[Stored data entries]
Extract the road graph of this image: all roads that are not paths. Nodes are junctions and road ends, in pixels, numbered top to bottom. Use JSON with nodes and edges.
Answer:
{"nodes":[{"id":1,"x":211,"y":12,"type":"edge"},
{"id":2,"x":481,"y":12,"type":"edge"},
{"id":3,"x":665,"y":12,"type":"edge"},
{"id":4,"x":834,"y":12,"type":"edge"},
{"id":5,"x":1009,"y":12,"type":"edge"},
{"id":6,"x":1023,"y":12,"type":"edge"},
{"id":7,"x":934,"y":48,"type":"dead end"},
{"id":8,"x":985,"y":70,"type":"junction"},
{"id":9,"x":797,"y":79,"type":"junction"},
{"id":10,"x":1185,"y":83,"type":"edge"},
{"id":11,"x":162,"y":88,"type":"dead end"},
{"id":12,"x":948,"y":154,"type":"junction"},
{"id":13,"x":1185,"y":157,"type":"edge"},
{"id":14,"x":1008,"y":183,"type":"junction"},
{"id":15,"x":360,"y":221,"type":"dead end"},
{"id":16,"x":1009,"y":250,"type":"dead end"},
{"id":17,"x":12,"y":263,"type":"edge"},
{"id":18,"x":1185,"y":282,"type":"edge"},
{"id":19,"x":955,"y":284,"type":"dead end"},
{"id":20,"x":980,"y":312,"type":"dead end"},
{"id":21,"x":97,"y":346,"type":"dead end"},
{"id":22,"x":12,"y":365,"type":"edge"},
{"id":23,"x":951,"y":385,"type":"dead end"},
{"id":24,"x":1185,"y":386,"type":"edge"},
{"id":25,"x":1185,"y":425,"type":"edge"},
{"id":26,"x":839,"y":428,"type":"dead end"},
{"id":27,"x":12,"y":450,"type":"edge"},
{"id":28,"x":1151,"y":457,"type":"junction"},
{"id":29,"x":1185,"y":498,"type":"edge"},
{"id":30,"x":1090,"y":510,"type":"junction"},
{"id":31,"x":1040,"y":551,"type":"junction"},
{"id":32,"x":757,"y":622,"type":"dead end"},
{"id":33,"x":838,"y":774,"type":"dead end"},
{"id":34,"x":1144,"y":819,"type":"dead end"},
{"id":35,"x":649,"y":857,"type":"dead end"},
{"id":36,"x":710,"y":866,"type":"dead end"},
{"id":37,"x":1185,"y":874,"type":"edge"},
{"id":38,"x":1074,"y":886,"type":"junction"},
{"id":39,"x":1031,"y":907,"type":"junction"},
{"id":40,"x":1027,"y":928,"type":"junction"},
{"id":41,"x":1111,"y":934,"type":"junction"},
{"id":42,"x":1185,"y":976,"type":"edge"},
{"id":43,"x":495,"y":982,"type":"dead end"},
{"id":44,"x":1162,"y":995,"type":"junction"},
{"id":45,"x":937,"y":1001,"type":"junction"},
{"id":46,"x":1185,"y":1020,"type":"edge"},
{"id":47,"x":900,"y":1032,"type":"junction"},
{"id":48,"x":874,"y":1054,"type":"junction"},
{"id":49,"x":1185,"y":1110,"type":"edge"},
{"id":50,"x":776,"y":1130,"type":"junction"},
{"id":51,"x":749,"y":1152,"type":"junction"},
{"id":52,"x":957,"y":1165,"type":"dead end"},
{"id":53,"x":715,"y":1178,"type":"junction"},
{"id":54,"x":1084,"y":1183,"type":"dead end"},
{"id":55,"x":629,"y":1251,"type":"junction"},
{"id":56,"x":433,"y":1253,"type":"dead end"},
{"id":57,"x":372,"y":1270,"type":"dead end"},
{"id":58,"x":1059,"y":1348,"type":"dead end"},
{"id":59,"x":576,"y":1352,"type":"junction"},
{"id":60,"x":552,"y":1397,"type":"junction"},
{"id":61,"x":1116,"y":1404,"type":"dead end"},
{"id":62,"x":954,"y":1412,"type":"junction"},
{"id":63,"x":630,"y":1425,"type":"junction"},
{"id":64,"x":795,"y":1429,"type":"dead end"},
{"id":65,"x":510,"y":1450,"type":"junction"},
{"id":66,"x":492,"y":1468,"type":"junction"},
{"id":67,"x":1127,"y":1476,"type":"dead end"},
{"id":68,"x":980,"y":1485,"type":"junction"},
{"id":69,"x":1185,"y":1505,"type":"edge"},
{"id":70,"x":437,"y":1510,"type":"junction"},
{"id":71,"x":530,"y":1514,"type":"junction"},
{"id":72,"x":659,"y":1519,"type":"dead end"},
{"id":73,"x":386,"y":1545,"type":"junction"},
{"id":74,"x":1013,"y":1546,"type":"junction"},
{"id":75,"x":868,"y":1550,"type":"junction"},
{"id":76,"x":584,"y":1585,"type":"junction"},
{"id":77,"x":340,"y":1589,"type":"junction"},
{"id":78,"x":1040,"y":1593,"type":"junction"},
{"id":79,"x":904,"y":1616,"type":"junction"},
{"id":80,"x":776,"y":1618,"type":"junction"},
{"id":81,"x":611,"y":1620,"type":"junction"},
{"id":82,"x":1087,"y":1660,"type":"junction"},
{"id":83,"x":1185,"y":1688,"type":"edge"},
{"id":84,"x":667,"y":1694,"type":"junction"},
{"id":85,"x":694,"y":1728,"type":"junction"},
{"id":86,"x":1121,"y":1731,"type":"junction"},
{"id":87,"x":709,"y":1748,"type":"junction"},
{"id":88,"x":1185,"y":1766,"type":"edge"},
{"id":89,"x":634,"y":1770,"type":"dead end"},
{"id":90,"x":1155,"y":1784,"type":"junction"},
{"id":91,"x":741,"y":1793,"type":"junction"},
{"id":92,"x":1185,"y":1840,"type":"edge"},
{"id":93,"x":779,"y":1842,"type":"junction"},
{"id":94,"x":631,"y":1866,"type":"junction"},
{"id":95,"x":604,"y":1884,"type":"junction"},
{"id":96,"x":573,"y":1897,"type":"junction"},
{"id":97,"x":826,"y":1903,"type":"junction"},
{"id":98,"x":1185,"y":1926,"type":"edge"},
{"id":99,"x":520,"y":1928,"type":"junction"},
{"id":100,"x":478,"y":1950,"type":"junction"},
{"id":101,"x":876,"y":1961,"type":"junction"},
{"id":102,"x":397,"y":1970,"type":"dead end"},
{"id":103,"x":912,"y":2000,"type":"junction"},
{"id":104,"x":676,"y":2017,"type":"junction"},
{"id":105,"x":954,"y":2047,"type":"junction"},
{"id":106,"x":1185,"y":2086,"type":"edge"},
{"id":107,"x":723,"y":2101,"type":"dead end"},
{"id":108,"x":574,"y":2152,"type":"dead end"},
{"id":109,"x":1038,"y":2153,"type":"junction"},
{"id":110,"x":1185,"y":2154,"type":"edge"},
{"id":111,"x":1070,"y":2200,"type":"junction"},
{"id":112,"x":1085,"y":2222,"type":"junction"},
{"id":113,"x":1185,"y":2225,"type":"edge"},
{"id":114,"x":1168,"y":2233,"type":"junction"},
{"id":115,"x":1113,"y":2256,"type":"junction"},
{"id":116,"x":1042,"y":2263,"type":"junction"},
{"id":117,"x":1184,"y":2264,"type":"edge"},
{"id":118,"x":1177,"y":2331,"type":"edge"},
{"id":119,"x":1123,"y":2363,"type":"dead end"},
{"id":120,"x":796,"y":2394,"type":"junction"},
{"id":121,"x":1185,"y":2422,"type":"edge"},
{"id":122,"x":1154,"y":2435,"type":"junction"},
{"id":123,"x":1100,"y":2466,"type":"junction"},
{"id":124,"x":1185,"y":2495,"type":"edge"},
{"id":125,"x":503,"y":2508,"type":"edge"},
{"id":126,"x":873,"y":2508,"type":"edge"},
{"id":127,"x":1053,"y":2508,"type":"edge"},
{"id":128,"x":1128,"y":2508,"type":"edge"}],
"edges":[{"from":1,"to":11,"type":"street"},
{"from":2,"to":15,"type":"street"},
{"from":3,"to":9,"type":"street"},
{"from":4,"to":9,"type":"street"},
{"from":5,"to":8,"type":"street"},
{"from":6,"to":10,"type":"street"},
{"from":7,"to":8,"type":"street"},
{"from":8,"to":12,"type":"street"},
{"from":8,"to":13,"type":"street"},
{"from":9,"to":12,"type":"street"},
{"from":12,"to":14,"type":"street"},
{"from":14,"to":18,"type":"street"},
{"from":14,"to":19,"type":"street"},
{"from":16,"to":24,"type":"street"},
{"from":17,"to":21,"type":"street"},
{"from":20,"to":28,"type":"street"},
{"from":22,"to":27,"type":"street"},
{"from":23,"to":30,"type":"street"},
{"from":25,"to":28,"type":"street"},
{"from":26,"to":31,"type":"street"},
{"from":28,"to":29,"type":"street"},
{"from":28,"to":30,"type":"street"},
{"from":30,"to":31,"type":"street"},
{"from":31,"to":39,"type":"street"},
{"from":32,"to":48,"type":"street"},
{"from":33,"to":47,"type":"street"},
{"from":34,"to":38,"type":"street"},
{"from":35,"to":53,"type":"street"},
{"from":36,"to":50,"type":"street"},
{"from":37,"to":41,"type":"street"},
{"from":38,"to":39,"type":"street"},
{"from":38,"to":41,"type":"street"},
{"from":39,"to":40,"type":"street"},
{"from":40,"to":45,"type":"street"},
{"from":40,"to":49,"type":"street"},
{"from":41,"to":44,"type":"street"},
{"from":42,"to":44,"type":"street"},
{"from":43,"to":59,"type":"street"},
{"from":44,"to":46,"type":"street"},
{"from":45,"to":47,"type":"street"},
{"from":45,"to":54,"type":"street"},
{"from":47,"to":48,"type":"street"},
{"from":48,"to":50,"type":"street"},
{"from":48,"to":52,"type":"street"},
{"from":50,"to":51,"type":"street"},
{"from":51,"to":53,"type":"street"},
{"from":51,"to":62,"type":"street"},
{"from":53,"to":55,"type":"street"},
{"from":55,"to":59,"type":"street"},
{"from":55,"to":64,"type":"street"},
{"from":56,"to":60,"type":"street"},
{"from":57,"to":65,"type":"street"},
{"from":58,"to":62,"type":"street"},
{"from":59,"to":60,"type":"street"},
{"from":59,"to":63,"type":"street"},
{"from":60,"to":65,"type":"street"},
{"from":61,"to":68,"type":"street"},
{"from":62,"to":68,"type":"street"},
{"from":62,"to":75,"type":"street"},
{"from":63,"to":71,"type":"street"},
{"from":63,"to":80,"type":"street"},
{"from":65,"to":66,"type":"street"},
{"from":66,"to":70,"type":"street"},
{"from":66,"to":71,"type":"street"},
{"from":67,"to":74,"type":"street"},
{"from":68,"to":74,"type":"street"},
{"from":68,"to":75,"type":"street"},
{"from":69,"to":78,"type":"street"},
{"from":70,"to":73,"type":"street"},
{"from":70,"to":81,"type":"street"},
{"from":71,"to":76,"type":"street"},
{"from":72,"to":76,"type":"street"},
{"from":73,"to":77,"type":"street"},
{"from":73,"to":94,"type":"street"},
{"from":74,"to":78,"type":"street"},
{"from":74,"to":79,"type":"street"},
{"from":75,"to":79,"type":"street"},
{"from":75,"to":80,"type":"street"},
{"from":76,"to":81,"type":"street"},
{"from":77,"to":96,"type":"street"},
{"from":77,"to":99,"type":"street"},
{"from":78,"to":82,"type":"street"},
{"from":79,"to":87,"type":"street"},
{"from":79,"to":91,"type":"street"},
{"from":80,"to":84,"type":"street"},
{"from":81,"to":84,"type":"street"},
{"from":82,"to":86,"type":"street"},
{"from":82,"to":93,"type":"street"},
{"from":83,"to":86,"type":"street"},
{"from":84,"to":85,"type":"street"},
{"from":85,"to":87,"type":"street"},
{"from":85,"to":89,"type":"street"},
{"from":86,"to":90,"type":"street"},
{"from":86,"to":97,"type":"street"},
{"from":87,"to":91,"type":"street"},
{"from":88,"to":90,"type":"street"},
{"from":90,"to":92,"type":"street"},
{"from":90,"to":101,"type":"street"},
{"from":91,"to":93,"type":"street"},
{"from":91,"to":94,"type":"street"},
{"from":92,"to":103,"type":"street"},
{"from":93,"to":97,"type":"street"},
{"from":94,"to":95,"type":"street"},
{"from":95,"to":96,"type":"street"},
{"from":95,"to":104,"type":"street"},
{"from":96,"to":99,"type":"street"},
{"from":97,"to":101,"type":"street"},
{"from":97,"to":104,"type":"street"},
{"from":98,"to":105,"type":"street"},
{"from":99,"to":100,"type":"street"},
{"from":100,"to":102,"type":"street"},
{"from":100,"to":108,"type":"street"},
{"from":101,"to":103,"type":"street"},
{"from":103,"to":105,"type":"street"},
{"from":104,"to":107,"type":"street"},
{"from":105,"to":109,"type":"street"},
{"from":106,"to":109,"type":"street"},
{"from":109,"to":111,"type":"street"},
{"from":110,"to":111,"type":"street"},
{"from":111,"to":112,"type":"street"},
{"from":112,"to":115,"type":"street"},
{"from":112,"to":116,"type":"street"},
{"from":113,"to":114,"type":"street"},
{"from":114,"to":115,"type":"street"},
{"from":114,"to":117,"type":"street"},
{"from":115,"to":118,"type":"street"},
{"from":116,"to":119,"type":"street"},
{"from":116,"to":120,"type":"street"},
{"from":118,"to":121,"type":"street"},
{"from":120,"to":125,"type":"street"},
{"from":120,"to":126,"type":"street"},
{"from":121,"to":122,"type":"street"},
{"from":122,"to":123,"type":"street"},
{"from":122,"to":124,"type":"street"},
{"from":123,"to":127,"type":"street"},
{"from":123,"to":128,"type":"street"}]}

■ **Prompt**:
Copy each line of the data that contains the word "nodes".

■ **Response for this exercise**:
Extract the road graph of this image: all roads that are not paths. Nodes are junctions and road ends, in pixels, numbered top to bottom. Use JSON with nodes and edges.
{"nodes":[{"id":1,"x":211,"y":12,"type":"edge"},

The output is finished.